Hydropower is mature, with most good sites already used and struggling to satisfy multiple public mandates (although some repowering may increase output). On top of that, hydro exhibits significant variation in annual output that must be balanced on a year-to-year basis, but on shorter timescales hydro can be fairly flexible and can help integrate variable resources on a day-by-day or hour-by-hour basis. 

EIA forecasts nuclear power will hold steady or slightly increase by 2020 as a couple new plants compensate for retiring ones, but delays and cost overruns for these new plants don’t bode well for the future of nuclear in the U.S.

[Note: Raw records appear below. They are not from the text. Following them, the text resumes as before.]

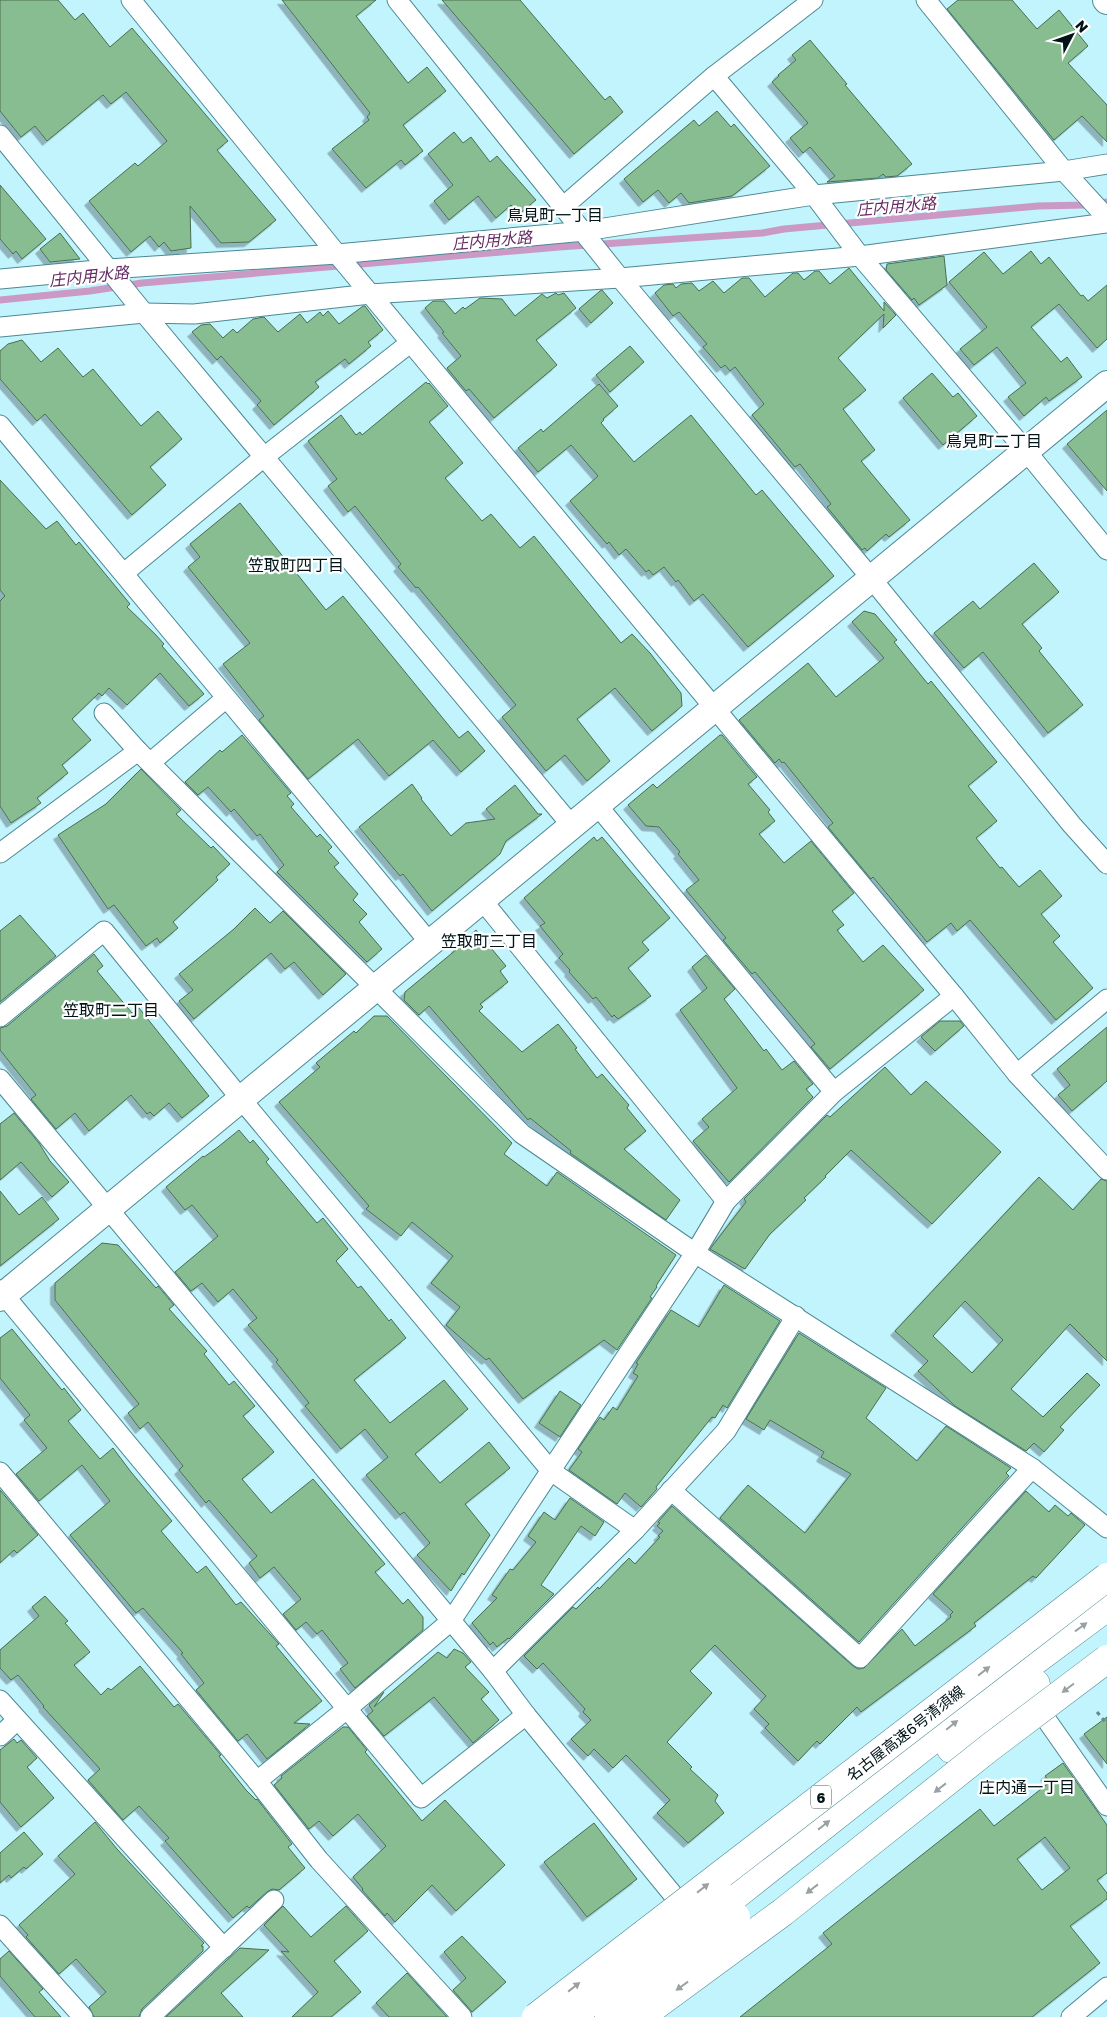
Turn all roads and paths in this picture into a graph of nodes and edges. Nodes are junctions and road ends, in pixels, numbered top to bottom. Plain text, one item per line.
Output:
1 (130, 0) edge
2 (397, 0) edge
3 (813, 0) edge
4 (926, 0) edge
5 (714, 76) junction
6 (0, 135) edge
7 (1107, 164) edge
8 (1064, 171) junction
9 (814, 195) junction
10 (564, 206) junction
11 (1107, 218) edge
12 (1107, 223) edge
13 (584, 231) junction
14 (337, 254) junction
15 (860, 256) junction
16 (108, 269) junction
17 (620, 278) junction
18 (0, 279) edge
19 (370, 294) junction
20 (144, 313) junction
21 (0, 327) edge
22 (410, 343) junction
23 (1107, 384) edge
24 (0, 425) edge
25 (1026, 451) junction
26 (264, 457) junction
27 (1107, 550) edge
28 (124, 573) junction
29 (872, 578) junction
30 (225, 699) junction
31 (715, 708) junction
32 (104, 713) dead end
33 (145, 757) junction
34 (597, 805) junction
35 (572, 826) junction
36 (0, 853) edge
37 (1107, 864) edge
38 (482, 900) junction
39 (430, 943) junction
40 (375, 989) junction
41 (954, 996) junction
42 (1107, 999) edge
43 (0, 1017) edge
44 (1017, 1074) junction
45 (0, 1079) edge
46 (834, 1092) junction
47 (241, 1100) junction
48 (1107, 1170) edge
49 (726, 1201) junction
50 (108, 1210) junction
51 (695, 1254) junction
52 (1, 1295) edge
53 (796, 1316) junction
54 (1032, 1468) junction
55 (551, 1471) junction
56 (0, 1472) edge
57 (671, 1490) junction
58 (1107, 1528) edge
59 (635, 1530) junction
60 (1107, 1577) edge
61 (1107, 1607) edge
62 (451, 1622) junction
63 (1107, 1631) edge
64 (1107, 1659) edge
65 (493, 1671) junction
66 (0, 1700) edge
67 (348, 1708) junction
68 (1041, 1712) dead end
69 (1098, 1712) dead end
70 (526, 1715) junction
71 (18, 1720) junction
72 (1107, 1724) edge
73 (0, 1736) edge
74 (257, 1781) junction
75 (1107, 1806) edge
76 (274, 1900) dead end
77 (0, 1925) edge
78 (224, 1948) junction
79 (723, 1952) dead end
80 (1103, 1997) edge
81 (83, 2017) edge
82 (150, 2017) edge
83 (462, 2017) edge
84 (536, 2017) edge
85 (570, 2017) edge
86 (609, 2017) edge
87 (640, 2017) edge
88 (1071, 2017) edge

1 - 14 street
2 - 10 street
3 - 5 street
4 - 8 street
5 - 9 street
5 - 10 street
6 - 16 street
7 - 8 street
8 - 9 street
8 - 11 street
9 - 13 street
9 - 15 street
10 - 13 street
12 - 15 street
13 - 14 street
13 - 17 street
14 - 16 street
14 - 19 street
15 - 17 street
15 - 25 street
16 - 18 street
16 - 20 street
17 - 19 street
17 - 29 street
19 - 20 street
19 - 22 street
20 - 21 street
20 - 26 street
22 - 26 street
22 - 31 street
23 - 25 street
24 - 28 street
25 - 27 street
25 - 29 street
26 - 28 street
26 - 35 street
28 - 30 street
29 - 31 street
29 - 37 street
30 - 33 street
30 - 39 street
31 - 34 street
31 - 41 street
32 - 33 street
33 - 36 street
33 - 40 street
34 - 35 street
34 - 46 street
35 - 38 street
38 - 39 street
38 - 49 street
39 - 40 street
40 - 47 street
40 - 51 street
41 - 44 street
41 - 46 street
42 - 44 street
43 - 47 street
44 - 48 street
45 - 50 street
46 - 49 street
47 - 50 street
47 - 55 street
49 - 51 street
50 - 52 street
50 - 62 street
51 - 53 street
51 - 55 street
52 - 67 street
53 - 54 street
53 - 57 street
54 - 57 street
54 - 58 street
55 - 59 street
55 - 62 street
56 - 74 street
57 - 59 street
59 - 65 street
84 -> 60 highway, 名古屋高速6号清須線 / 6, bridge
85 -> 61 highway, bridge
62 - 65 street
62 - 67 street
63 - 86 highway, bridge
64 -> 87 highway, bridge
65 - 70 street
66 - 71 street
67 - 70 street
67 - 74 street
68 - 75 street
69 - 72 path
70 - 79 street
71 - 73 street
71 - 78 street
74 - 83 street
76 - 78 street
77 - 81 street
78 - 82 street
80 - 88 street

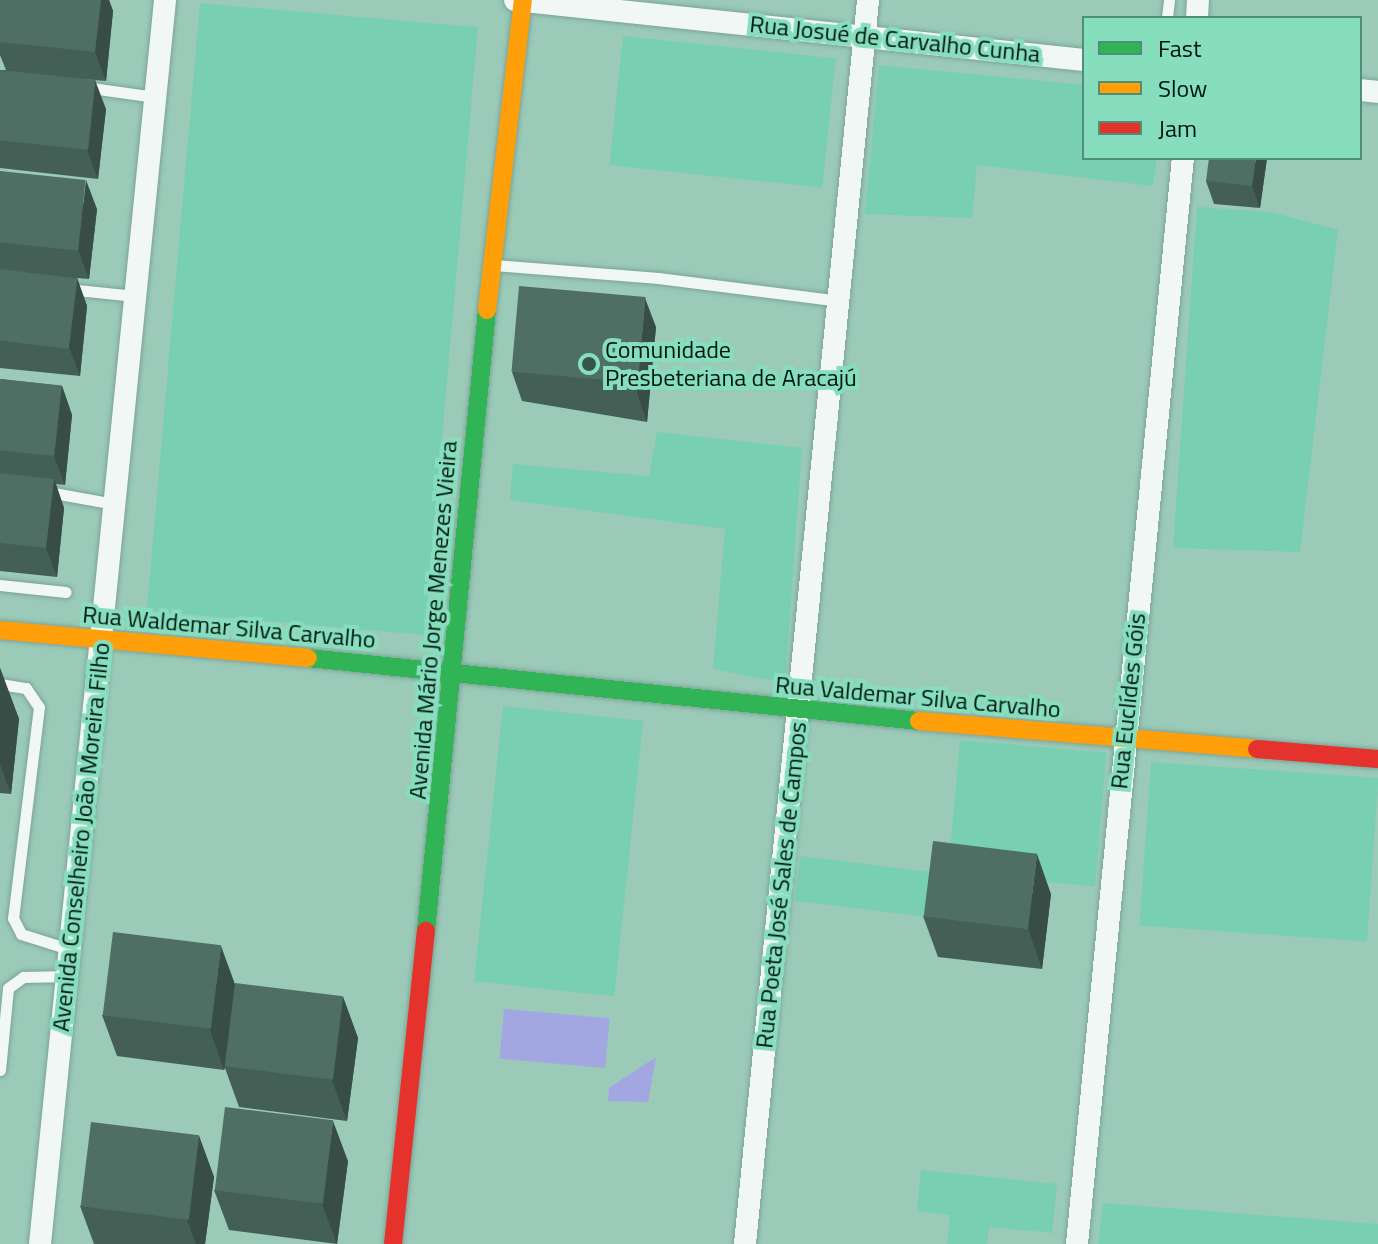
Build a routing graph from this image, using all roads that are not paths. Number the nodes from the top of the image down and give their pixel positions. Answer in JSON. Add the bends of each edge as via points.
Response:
{"nodes":[{"id":1,"x":165,"y":0,"type":"edge"},
{"id":2,"x":515,"y":0,"type":"edge"},
{"id":3,"x":523,"y":0,"type":"edge"},
{"id":4,"x":868,"y":0,"type":"edge"},
{"id":5,"x":864,"y":35,"type":"junction"},
{"id":6,"x":1082,"y":60,"type":"edge"},
{"id":7,"x":62,"y":84,"type":"edge"},
{"id":8,"x":155,"y":97,"type":"junction"},
{"id":9,"x":1183,"y":160,"type":"edge"},
{"id":10,"x":493,"y":265,"type":"junction"},
{"id":11,"x":55,"y":287,"type":"edge"},
{"id":12,"x":135,"y":296,"type":"junction"},
{"id":13,"x":839,"y":301,"type":"junction"},
{"id":14,"x":36,"y":490,"type":"edge"},
{"id":15,"x":114,"y":504,"type":"junction"},
{"id":16,"x":0,"y":585,"type":"edge"},
{"id":17,"x":66,"y":592,"type":"dead end"},
{"id":18,"x":0,"y":630,"type":"edge"},
{"id":19,"x":100,"y":639,"type":"junction"},
{"id":20,"x":454,"y":671,"type":"junction"},
{"id":21,"x":0,"y":684,"type":"edge"},
{"id":22,"x":799,"y":711,"type":"junction"},
{"id":23,"x":1123,"y":739,"type":"junction"},
{"id":24,"x":1378,"y":759,"type":"edge"},
{"id":25,"x":69,"y":949,"type":"junction"},
{"id":26,"x":67,"y":976,"type":"junction"},
{"id":27,"x":0,"y":1070,"type":"edge"},
{"id":28,"x":40,"y":1244,"type":"edge"},
{"id":29,"x":393,"y":1244,"type":"edge"},
{"id":30,"x":745,"y":1244,"type":"edge"},
{"id":31,"x":1077,"y":1244,"type":"edge"}],
"edges":[{"from":1,"to":8,"type":"street","name":"Avenida Conselheiro João Moreira Filho"},
{"from":2,"to":3,"type":"street","name":"Rua Josué de Carvalho Cunha"},
{"from":3,"to":5,"type":"street","name":"Rua Josué de Carvalho Cunha"},
{"from":3,"to":10,"type":"street","name":"Avenida Mário Jorge Menezes Vieira"},
{"from":4,"to":5,"type":"street","name":"Rua Poeta José Sales de Campos"},
{"from":5,"to":6,"type":"street","name":"Rua Josué de Carvalho Cunha"},
{"from":5,"to":13,"type":"street","name":"Rua Poeta José Sales de Campos"},
{"from":7,"to":8,"type":"lane"},
{"from":8,"to":12,"type":"street","name":"Avenida Conselheiro João Moreira Filho"},
{"from":9,"to":23,"type":"street","name":"Rua Euclídes Góis"},
{"from":10,"to":13,"type":"lane","via":[[658,278]]},
{"from":10,"to":20,"type":"street","name":"Avenida Mário Jorge Menezes Vieira"},
{"from":11,"to":12,"type":"lane"},
{"from":12,"to":15,"type":"street","name":"Avenida Conselheiro João Moreira Filho"},
{"from":13,"to":22,"type":"street","name":"Rua Poeta José Sales de Campos"},
{"from":14,"to":15,"type":"lane"},
{"from":15,"to":19,"type":"street","name":"Avenida Conselheiro João Moreira Filho"},
{"from":16,"to":17,"type":"lane"},
{"from":18,"to":19,"type":"street","name":"Rua Waldemar Silva Carvalho"},
{"from":19,"to":20,"type":"street","name":"Rua Waldemar Silva Carvalho"},
{"from":19,"to":25,"type":"street","name":"Avenida Conselheiro João Moreira Filho"},
{"from":20,"to":22,"type":"street","name":"Rua Valdemar Silva Carvalho"},
{"from":20,"to":29,"type":"street","name":"Avenida Mário Jorge Menezes Vieira"},
{"from":21,"to":25,"type":"lane","via":[[26,688],[39,707],[13,918],[21,934]]},
{"from":22,"to":23,"type":"street","name":"Rua Valdemar Silva Carvalho"},
{"from":22,"to":30,"type":"street","name":"Rua Poeta José Sales de Campos"},
{"from":23,"to":24,"type":"street","name":"Rua Valdemar Silva Carvalho"},
{"from":23,"to":31,"type":"street","name":"Rua Euclídes Góis"},
{"from":25,"to":26,"type":"street","name":"Avenida Conselheiro João Moreira Filho"},
{"from":26,"to":27,"type":"lane","via":[[23,977],[8,988]]},
{"from":26,"to":28,"type":"street","name":"Avenida Conselheiro João Moreira Filho"}]}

Additionally, existing plants have had trouble competing economically in wholesale power markets, putting several plants at risk of retirement without power market reform. Still, a handful of new companies are exploring new designs, and smaller more modular plants may breathe new life into the industry over the longer term.

Final thoughts

Technological innovation, market trends, and smart policies have added momentum to the transition to a lower-carbon U.S. power sector. As the clean energy transition continues, however, strategic institutional reforms and additional forward-thinking policy will be required.

The most important near-term goal will be improved regulatory structures to stimulate new utility business models and provide a clear framework for customers and third parties to participate.

In the medium term, electrifying cars, trucks, and some industrial processes will prove important -- especially where these new sources of demand are dispatchable. 

Finally, as large-scale renewables and distributed energy resources become a larger share of the total electricity mix, wholesale power markets will need to evolve to value flexibility and optimize across distributed and centralized resources.

***

Eric Gimon represents America's Power Plan.